[Given data Boundary: Start]
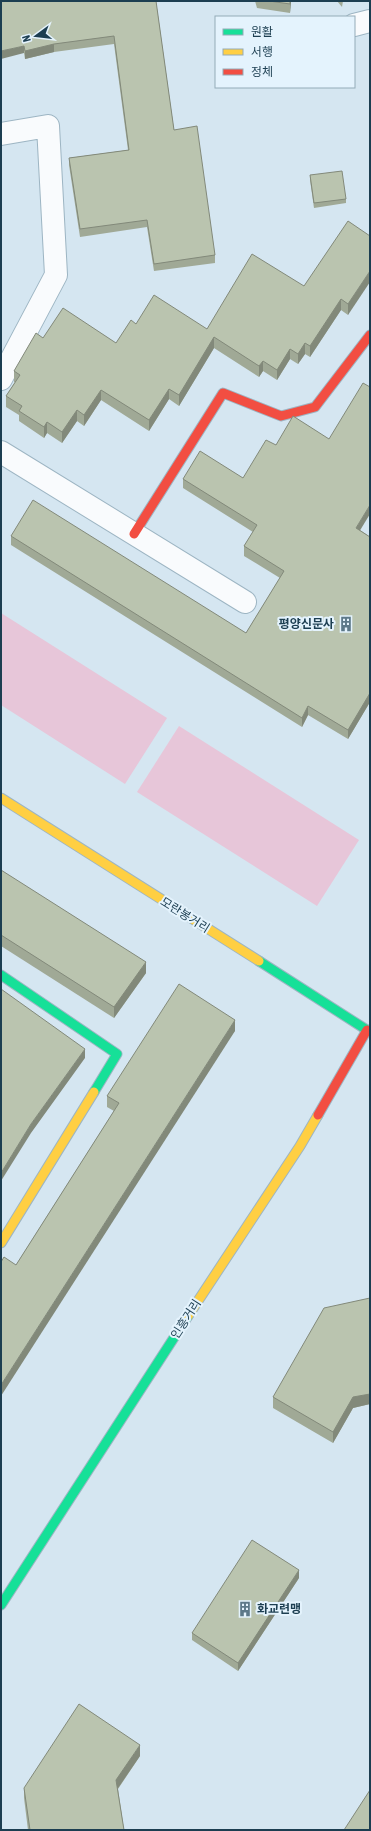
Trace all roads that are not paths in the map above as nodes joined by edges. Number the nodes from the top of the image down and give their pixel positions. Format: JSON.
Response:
{"nodes":[{"id":1,"x":370,"y":21,"type":"edge"},
{"id":2,"x":355,"y":25,"type":"edge"},
{"id":3,"x":1,"y":134,"type":"edge"},
{"id":4,"x":369,"y":338,"type":"edge"},
{"id":5,"x":1,"y":379,"type":"edge"},
{"id":6,"x":1,"y":452,"type":"edge"},
{"id":7,"x":134,"y":534,"type":"junction"},
{"id":8,"x":246,"y":602,"type":"dead end"},
{"id":9,"x":1,"y":798,"type":"edge"},
{"id":10,"x":1,"y":975,"type":"edge"},
{"id":11,"x":369,"y":1029,"type":"edge"},
{"id":12,"x":1,"y":1243,"type":"edge"},
{"id":13,"x":1,"y":1605,"type":"edge"}],
"edges":[{"from":1,"to":2,"type":"street"},
{"from":3,"to":5,"type":"street"},
{"from":4,"to":7,"type":"main road"},
{"from":6,"to":7,"type":"street"},
{"from":7,"to":8,"type":"street"},
{"from":9,"to":11,"type":"main road","name":"모란봉거리"},
{"from":10,"to":12,"type":"main road"},
{"from":11,"to":13,"type":"main road","name":"인흥거리"}]}
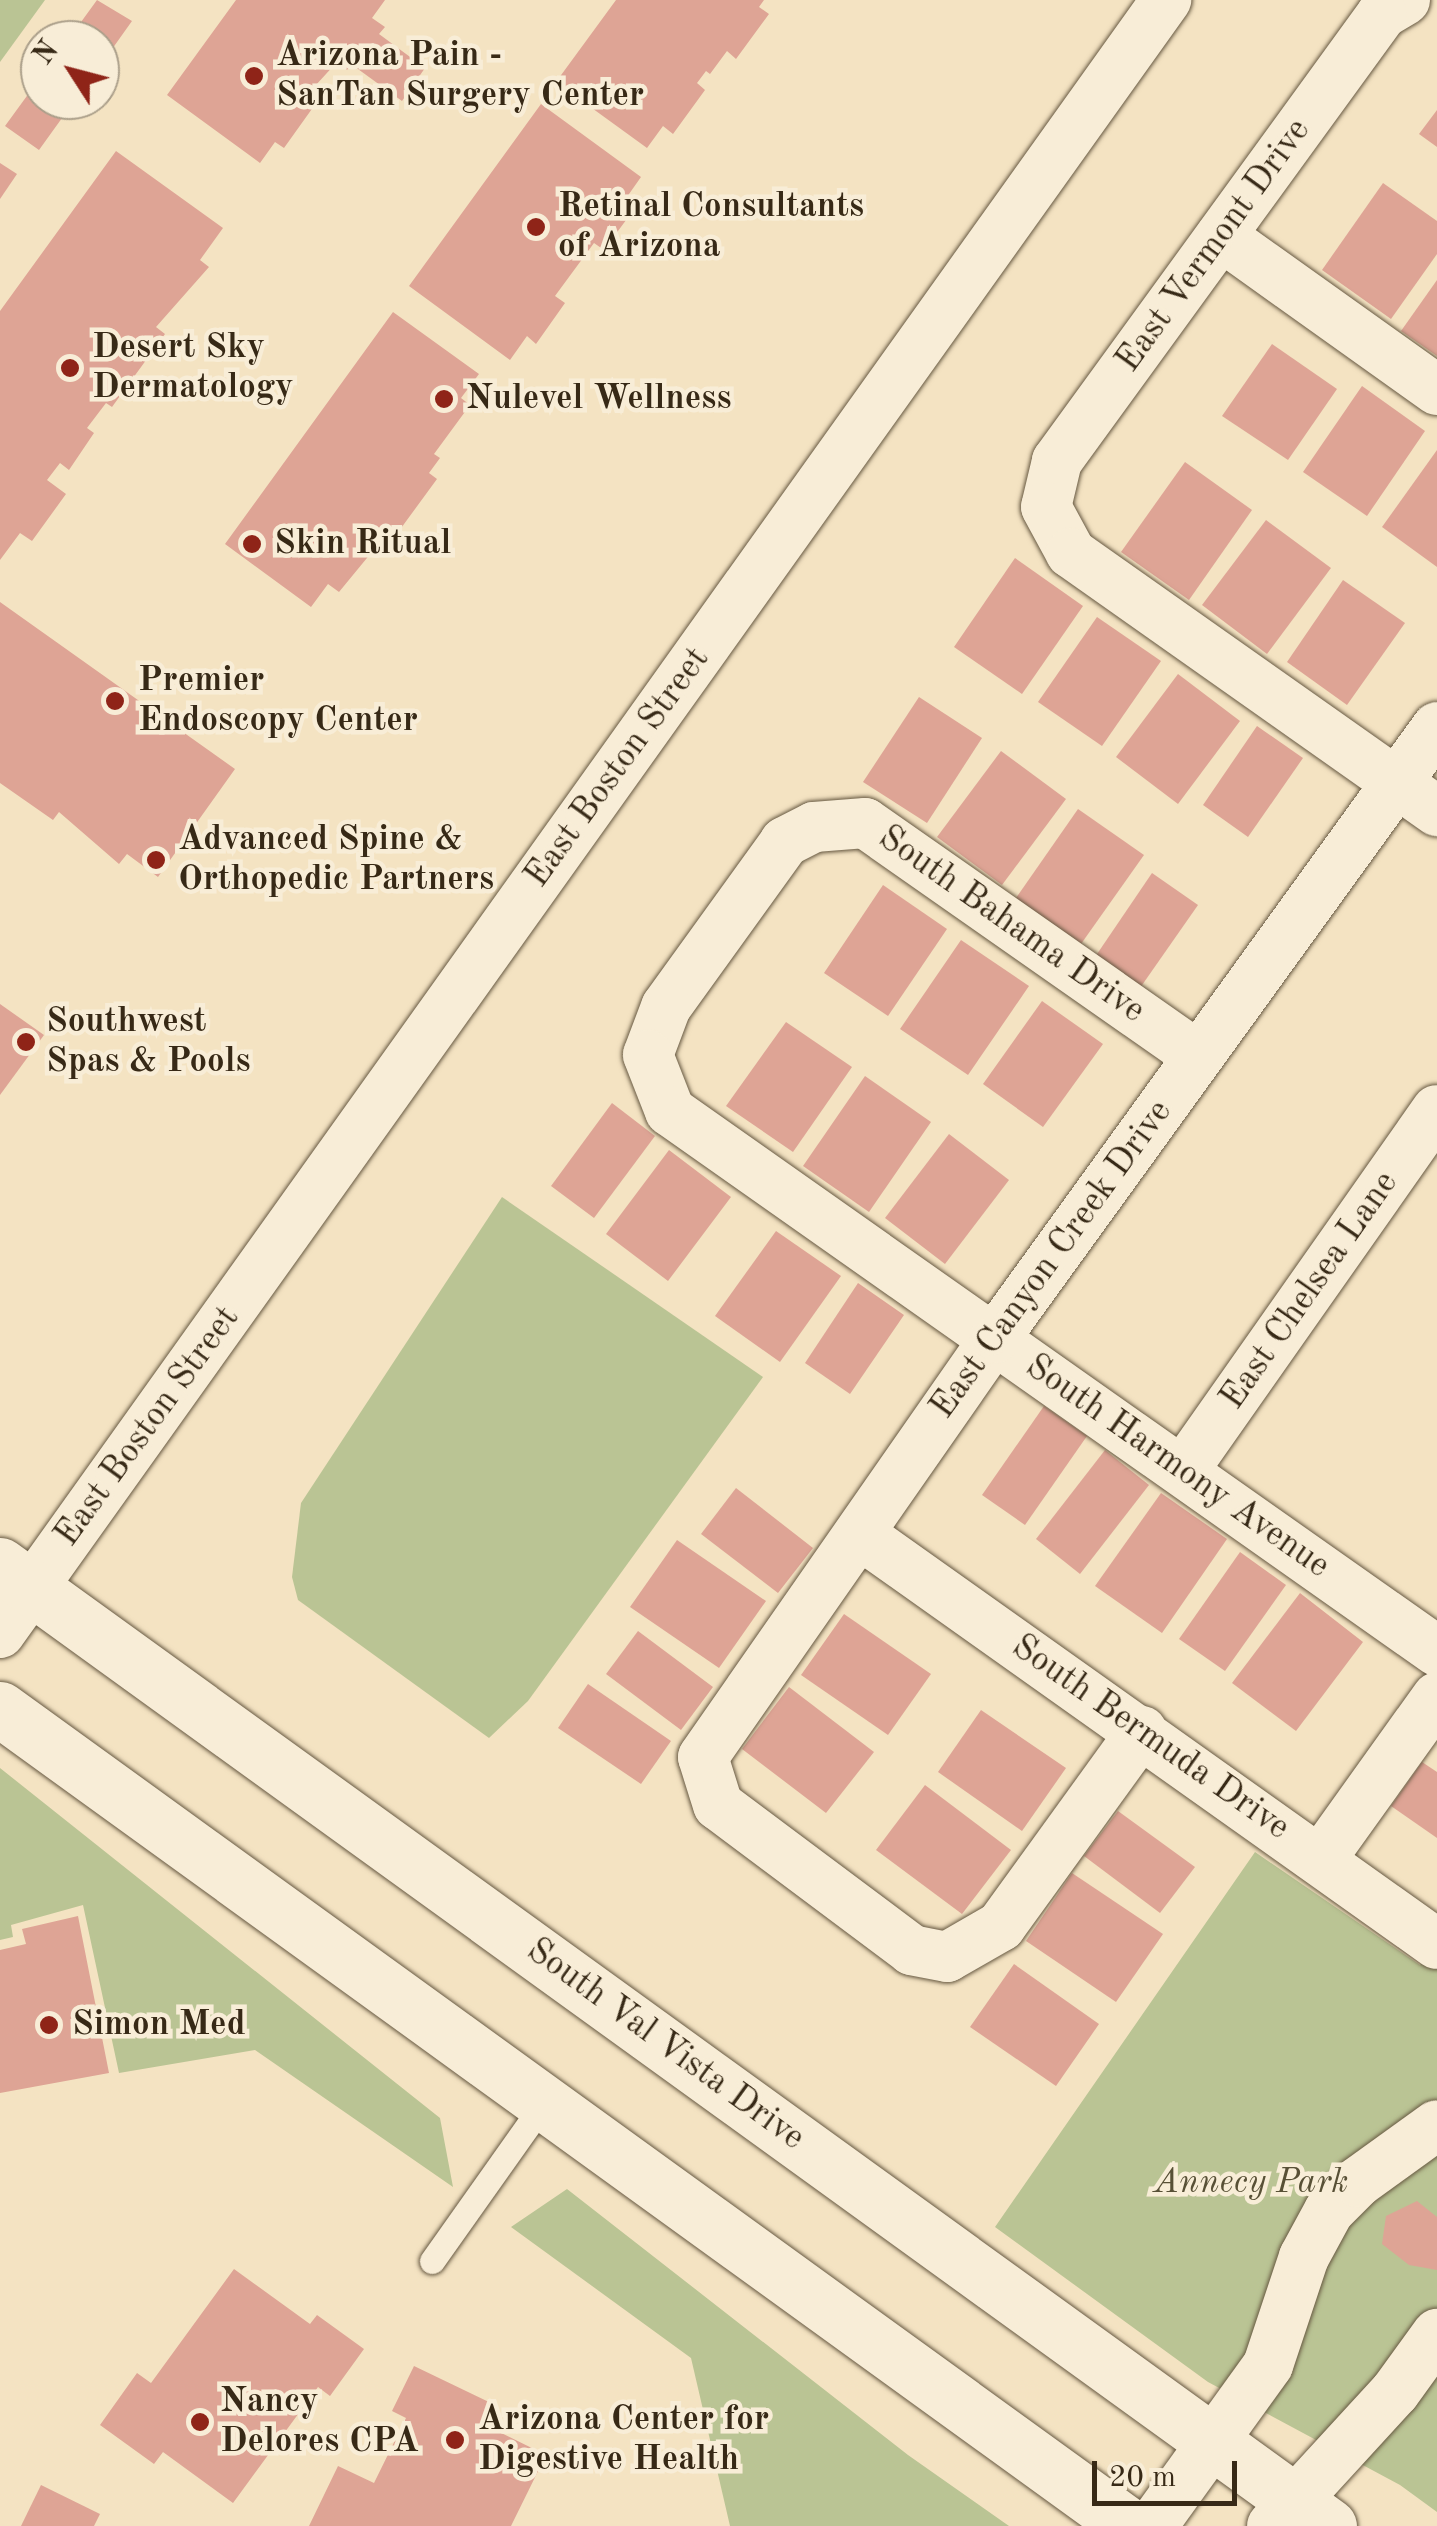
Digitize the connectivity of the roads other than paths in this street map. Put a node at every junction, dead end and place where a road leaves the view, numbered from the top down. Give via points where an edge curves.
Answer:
[Given data Boundary: End]
• Task statement:
Retype every record above word for word, leaving out any pictures.

• Task response:
Trace all roads that are not paths in the map above as nodes joined by edges. Number the nodes from the top of the image down and give their pixel positions. Format: JSON.
Response:
{"nodes":[{"id":1,"x":370,"y":21,"type":"edge"},
{"id":2,"x":355,"y":25,"type":"edge"},
{"id":3,"x":1,"y":134,"type":"edge"},
{"id":4,"x":369,"y":338,"type":"edge"},
{"id":5,"x":1,"y":379,"type":"edge"},
{"id":6,"x":1,"y":452,"type":"edge"},
{"id":7,"x":134,"y":534,"type":"junction"},
{"id":8,"x":246,"y":602,"type":"dead end"},
{"id":9,"x":1,"y":798,"type":"edge"},
{"id":10,"x":1,"y":975,"type":"edge"},
{"id":11,"x":369,"y":1029,"type":"edge"},
{"id":12,"x":1,"y":1243,"type":"edge"},
{"id":13,"x":1,"y":1605,"type":"edge"}],
"edges":[{"from":1,"to":2,"type":"street"},
{"from":3,"to":5,"type":"street"},
{"from":4,"to":7,"type":"main road"},
{"from":6,"to":7,"type":"street"},
{"from":7,"to":8,"type":"street"},
{"from":9,"to":11,"type":"main road","name":"모란봉거리"},
{"from":10,"to":12,"type":"main road"},
{"from":11,"to":13,"type":"main road","name":"인흥거리"}]}
Digitize the connectivity of the roads other than paths in this street map. Put a node at every junction, dead end and place where a road leaves the view, numbered from the top down. Give via points where an edge curves.
Answer:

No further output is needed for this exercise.